* Exercise prompt
The answer must be the full listing, written out exactly.
Start of Available data
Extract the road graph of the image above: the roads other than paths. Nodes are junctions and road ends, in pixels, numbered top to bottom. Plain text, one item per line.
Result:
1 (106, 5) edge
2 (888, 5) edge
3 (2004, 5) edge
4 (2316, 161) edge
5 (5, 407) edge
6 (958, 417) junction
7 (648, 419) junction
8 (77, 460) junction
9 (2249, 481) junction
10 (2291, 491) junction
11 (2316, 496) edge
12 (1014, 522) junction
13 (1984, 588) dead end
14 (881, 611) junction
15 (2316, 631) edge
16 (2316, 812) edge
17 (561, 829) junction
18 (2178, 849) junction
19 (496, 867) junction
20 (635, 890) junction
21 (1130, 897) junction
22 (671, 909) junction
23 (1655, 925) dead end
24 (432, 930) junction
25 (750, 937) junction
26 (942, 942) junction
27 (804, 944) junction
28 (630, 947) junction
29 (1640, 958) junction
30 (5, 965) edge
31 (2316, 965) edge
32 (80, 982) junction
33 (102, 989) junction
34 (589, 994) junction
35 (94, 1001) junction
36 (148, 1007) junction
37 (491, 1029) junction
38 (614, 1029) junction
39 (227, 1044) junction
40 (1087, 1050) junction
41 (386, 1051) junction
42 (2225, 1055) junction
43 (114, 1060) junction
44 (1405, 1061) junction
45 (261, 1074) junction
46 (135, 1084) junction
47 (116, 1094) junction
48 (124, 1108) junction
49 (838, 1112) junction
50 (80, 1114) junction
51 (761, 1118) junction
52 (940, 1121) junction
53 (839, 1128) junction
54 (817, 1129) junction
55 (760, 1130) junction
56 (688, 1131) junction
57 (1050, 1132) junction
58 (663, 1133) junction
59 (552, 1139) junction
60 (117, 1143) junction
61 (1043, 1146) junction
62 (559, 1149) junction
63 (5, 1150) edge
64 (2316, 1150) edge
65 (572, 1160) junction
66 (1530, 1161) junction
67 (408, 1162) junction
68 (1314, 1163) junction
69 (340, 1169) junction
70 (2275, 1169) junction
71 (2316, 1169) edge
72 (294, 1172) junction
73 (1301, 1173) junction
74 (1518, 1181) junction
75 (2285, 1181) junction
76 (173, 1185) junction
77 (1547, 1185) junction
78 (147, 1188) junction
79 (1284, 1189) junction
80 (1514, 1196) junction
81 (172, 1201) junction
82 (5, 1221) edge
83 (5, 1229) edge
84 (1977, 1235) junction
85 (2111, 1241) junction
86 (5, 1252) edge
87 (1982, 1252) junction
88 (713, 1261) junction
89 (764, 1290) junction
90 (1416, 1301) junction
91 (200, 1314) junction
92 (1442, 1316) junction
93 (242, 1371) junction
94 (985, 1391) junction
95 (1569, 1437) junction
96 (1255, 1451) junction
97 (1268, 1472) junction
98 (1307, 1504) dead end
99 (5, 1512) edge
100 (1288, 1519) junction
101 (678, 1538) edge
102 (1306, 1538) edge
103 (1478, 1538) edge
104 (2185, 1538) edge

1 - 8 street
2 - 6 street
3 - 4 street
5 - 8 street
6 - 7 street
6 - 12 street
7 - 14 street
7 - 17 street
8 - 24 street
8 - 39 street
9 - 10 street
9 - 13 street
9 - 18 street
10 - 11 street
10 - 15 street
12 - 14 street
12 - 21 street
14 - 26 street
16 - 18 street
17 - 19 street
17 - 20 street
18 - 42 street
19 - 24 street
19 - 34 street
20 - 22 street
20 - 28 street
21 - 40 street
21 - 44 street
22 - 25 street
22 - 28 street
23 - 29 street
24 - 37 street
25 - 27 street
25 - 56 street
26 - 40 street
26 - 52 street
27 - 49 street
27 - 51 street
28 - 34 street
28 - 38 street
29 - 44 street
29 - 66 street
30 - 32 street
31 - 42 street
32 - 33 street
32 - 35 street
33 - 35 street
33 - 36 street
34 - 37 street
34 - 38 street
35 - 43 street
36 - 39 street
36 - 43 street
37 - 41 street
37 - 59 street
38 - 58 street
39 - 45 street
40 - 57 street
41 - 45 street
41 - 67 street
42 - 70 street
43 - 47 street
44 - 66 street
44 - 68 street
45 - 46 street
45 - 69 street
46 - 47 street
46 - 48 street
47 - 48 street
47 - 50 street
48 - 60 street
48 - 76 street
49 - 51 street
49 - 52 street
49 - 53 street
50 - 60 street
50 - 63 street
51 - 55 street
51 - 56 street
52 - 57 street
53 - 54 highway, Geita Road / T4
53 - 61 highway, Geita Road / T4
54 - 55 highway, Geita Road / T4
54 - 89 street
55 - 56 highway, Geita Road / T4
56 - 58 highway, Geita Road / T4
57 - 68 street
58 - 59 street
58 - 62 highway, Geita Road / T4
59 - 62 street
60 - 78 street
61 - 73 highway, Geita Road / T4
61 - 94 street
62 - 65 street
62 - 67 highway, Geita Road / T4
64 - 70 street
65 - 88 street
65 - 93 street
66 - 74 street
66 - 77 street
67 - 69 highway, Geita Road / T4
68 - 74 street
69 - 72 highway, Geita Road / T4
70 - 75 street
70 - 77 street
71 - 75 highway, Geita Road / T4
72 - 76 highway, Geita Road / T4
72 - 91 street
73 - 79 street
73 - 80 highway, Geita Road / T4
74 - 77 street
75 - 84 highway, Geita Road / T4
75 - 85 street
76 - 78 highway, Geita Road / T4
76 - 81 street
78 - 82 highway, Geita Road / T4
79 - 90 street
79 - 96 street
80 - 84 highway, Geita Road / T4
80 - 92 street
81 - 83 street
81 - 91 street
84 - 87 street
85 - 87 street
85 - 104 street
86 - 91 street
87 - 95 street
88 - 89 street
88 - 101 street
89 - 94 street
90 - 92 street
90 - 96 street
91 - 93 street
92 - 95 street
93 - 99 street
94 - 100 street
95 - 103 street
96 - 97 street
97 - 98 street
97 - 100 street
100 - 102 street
End of Available data
* Written solution
Extract the road graph of the image above: the roads other than paths. Nodes are junctions and road ends, in pixels, numbered top to bottom. Plain text, one item per line.
Result:
1 (106, 5) edge
2 (888, 5) edge
3 (2004, 5) edge
4 (2316, 161) edge
5 (5, 407) edge
6 (958, 417) junction
7 (648, 419) junction
8 (77, 460) junction
9 (2249, 481) junction
10 (2291, 491) junction
11 (2316, 496) edge
12 (1014, 522) junction
13 (1984, 588) dead end
14 (881, 611) junction
15 (2316, 631) edge
16 (2316, 812) edge
17 (561, 829) junction
18 (2178, 849) junction
19 (496, 867) junction
20 (635, 890) junction
21 (1130, 897) junction
22 (671, 909) junction
23 (1655, 925) dead end
24 (432, 930) junction
25 (750, 937) junction
26 (942, 942) junction
27 (804, 944) junction
28 (630, 947) junction
29 (1640, 958) junction
30 (5, 965) edge
31 (2316, 965) edge
32 (80, 982) junction
33 (102, 989) junction
34 (589, 994) junction
35 (94, 1001) junction
36 (148, 1007) junction
37 (491, 1029) junction
38 (614, 1029) junction
39 (227, 1044) junction
40 (1087, 1050) junction
41 (386, 1051) junction
42 (2225, 1055) junction
43 (114, 1060) junction
44 (1405, 1061) junction
45 (261, 1074) junction
46 (135, 1084) junction
47 (116, 1094) junction
48 (124, 1108) junction
49 (838, 1112) junction
50 (80, 1114) junction
51 (761, 1118) junction
52 (940, 1121) junction
53 (839, 1128) junction
54 (817, 1129) junction
55 (760, 1130) junction
56 (688, 1131) junction
57 (1050, 1132) junction
58 (663, 1133) junction
59 (552, 1139) junction
60 (117, 1143) junction
61 (1043, 1146) junction
62 (559, 1149) junction
63 (5, 1150) edge
64 (2316, 1150) edge
65 (572, 1160) junction
66 (1530, 1161) junction
67 (408, 1162) junction
68 (1314, 1163) junction
69 (340, 1169) junction
70 (2275, 1169) junction
71 (2316, 1169) edge
72 (294, 1172) junction
73 (1301, 1173) junction
74 (1518, 1181) junction
75 (2285, 1181) junction
76 (173, 1185) junction
77 (1547, 1185) junction
78 (147, 1188) junction
79 (1284, 1189) junction
80 (1514, 1196) junction
81 (172, 1201) junction
82 (5, 1221) edge
83 (5, 1229) edge
84 (1977, 1235) junction
85 (2111, 1241) junction
86 (5, 1252) edge
87 (1982, 1252) junction
88 (713, 1261) junction
89 (764, 1290) junction
90 (1416, 1301) junction
91 (200, 1314) junction
92 (1442, 1316) junction
93 (242, 1371) junction
94 (985, 1391) junction
95 (1569, 1437) junction
96 (1255, 1451) junction
97 (1268, 1472) junction
98 (1307, 1504) dead end
99 (5, 1512) edge
100 (1288, 1519) junction
101 (678, 1538) edge
102 (1306, 1538) edge
103 (1478, 1538) edge
104 (2185, 1538) edge

1 - 8 street
2 - 6 street
3 - 4 street
5 - 8 street
6 - 7 street
6 - 12 street
7 - 14 street
7 - 17 street
8 - 24 street
8 - 39 street
9 - 10 street
9 - 13 street
9 - 18 street
10 - 11 street
10 - 15 street
12 - 14 street
12 - 21 street
14 - 26 street
16 - 18 street
17 - 19 street
17 - 20 street
18 - 42 street
19 - 24 street
19 - 34 street
20 - 22 street
20 - 28 street
21 - 40 street
21 - 44 street
22 - 25 street
22 - 28 street
23 - 29 street
24 - 37 street
25 - 27 street
25 - 56 street
26 - 40 street
26 - 52 street
27 - 49 street
27 - 51 street
28 - 34 street
28 - 38 street
29 - 44 street
29 - 66 street
30 - 32 street
31 - 42 street
32 - 33 street
32 - 35 street
33 - 35 street
33 - 36 street
34 - 37 street
34 - 38 street
35 - 43 street
36 - 39 street
36 - 43 street
37 - 41 street
37 - 59 street
38 - 58 street
39 - 45 street
40 - 57 street
41 - 45 street
41 - 67 street
42 - 70 street
43 - 47 street
44 - 66 street
44 - 68 street
45 - 46 street
45 - 69 street
46 - 47 street
46 - 48 street
47 - 48 street
47 - 50 street
48 - 60 street
48 - 76 street
49 - 51 street
49 - 52 street
49 - 53 street
50 - 60 street
50 - 63 street
51 - 55 street
51 - 56 street
52 - 57 street
53 - 54 highway, Geita Road / T4
53 - 61 highway, Geita Road / T4
54 - 55 highway, Geita Road / T4
54 - 89 street
55 - 56 highway, Geita Road / T4
56 - 58 highway, Geita Road / T4
57 - 68 street
58 - 59 street
58 - 62 highway, Geita Road / T4
59 - 62 street
60 - 78 street
61 - 73 highway, Geita Road / T4
61 - 94 street
62 - 65 street
62 - 67 highway, Geita Road / T4
64 - 70 street
65 - 88 street
65 - 93 street
66 - 74 street
66 - 77 street
67 - 69 highway, Geita Road / T4
68 - 74 street
69 - 72 highway, Geita Road / T4
70 - 75 street
70 - 77 street
71 - 75 highway, Geita Road / T4
72 - 76 highway, Geita Road / T4
72 - 91 street
73 - 79 street
73 - 80 highway, Geita Road / T4
74 - 77 street
75 - 84 highway, Geita Road / T4
75 - 85 street
76 - 78 highway, Geita Road / T4
76 - 81 street
78 - 82 highway, Geita Road / T4
79 - 90 street
79 - 96 street
80 - 84 highway, Geita Road / T4
80 - 92 street
81 - 83 street
81 - 91 street
84 - 87 street
85 - 87 street
85 - 104 street
86 - 91 street
87 - 95 street
88 - 89 street
88 - 101 street
89 - 94 street
90 - 92 street
90 - 96 street
91 - 93 street
92 - 95 street
93 - 99 street
94 - 100 street
95 - 103 street
96 - 97 street
97 - 98 street
97 - 100 street
100 - 102 street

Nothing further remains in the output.